Inventory routing when it matters

Yesterday we had the pleasure of welcoming Prof. Leandro C. Coelho for a research seminar at the Forac research consortium. He presented his work on the inventory routing problem (IRP) which is a combination between the vehicle routing problem (VRP) and inventory management problems. Leandro is a very prolific writer, with many research contributions on both algorithmic and modeling aspects. His presentation renewed my interest about routing problems. Leandro CC Seminar

It´s tempting to see the IRP as yet-another-variant of the very popular VRP.  In his seminar, Leandro made a very good case about why Inventory arouting Problems (IRP) matter. He pointed out that though not every published paper on IRP works on cases brought up by real companies, but many algorithms proposed for the IRP are versatile enough to be applied to industrial problems. Among the examples he cited:

  • Automated cash terminals (ATMs) need to be replenished regularly. In some countries such as the Netherlands, some atms have the ability to directly handle deposited bills and put them back right into circulation. Optimizing the replenishment schedule could yield saving of up to 10 million euros a year.
  • Olive oil collection from harvesters in Tunisia is also quite important and complex. Olive oil comes in different quality levels, and it is very important for high-quality oil not to come in contact with lower quality oil. When a vehicle compartment or tank has been used to carry a lower-quality oil, it needs to be cleaned before it can be used to transport higher-quality grade oil.
  • There are also other considerations besides inventory and routing costs. In one application – the production and delivery of custom-made guitars – the company has the opportunity to balance logistics costs with cash flow issues.

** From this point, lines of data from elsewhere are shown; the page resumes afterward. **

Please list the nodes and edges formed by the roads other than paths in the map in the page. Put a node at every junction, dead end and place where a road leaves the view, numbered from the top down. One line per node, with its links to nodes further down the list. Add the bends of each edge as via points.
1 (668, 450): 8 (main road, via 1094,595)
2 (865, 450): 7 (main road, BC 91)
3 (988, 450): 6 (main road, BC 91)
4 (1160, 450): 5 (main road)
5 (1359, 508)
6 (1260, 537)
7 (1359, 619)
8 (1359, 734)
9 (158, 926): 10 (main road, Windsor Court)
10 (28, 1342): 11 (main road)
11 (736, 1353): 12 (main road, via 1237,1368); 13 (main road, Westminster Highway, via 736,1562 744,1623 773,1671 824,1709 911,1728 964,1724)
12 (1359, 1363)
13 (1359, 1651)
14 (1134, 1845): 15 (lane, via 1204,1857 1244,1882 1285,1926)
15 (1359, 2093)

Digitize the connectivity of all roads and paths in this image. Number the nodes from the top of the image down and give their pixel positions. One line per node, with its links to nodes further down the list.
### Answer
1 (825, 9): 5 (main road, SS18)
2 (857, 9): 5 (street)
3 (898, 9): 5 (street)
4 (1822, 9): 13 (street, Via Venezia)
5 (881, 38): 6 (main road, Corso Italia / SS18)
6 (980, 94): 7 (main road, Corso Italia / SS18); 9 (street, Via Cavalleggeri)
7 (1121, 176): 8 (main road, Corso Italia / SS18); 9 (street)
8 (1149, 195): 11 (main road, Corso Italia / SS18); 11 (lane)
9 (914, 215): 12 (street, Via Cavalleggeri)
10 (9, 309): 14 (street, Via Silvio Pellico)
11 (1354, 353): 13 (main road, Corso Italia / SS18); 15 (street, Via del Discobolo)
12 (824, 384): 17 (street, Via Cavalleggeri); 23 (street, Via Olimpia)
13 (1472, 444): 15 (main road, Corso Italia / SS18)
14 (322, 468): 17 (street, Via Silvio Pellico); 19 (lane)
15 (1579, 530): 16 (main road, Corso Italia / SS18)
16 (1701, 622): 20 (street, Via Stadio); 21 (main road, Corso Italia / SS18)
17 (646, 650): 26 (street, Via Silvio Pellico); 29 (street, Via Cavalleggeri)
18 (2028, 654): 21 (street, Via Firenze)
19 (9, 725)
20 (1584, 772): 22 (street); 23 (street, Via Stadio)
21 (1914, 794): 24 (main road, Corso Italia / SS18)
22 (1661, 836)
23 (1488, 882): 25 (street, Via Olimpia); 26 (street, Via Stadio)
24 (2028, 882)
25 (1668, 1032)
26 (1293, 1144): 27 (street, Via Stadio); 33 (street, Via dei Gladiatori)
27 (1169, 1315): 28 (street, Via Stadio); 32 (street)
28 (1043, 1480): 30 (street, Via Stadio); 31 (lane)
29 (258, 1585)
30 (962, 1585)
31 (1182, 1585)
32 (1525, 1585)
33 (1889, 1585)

Another good news related to this these applications is that there are plenty of opportunities to help real companies by applying this OR. Implementing these algorithms into enterprise software however requires lots of work (programming, modeling, customizing, training, documenting), but the algorithms to solve the problems are already there. This is a great opportunity for those skilled in operations research who don’t want to spend their lives implementing Cplex callbacks in C or C++.

I really enjoyed Leandro’s seminar, and I think the people at Forac enjoyed it too!

(I must also say I was inspired to do this blog post after seeing Laura McLay  and Michael Trick‘s mutual blog posts about their plenaries a the #or2014 conference.)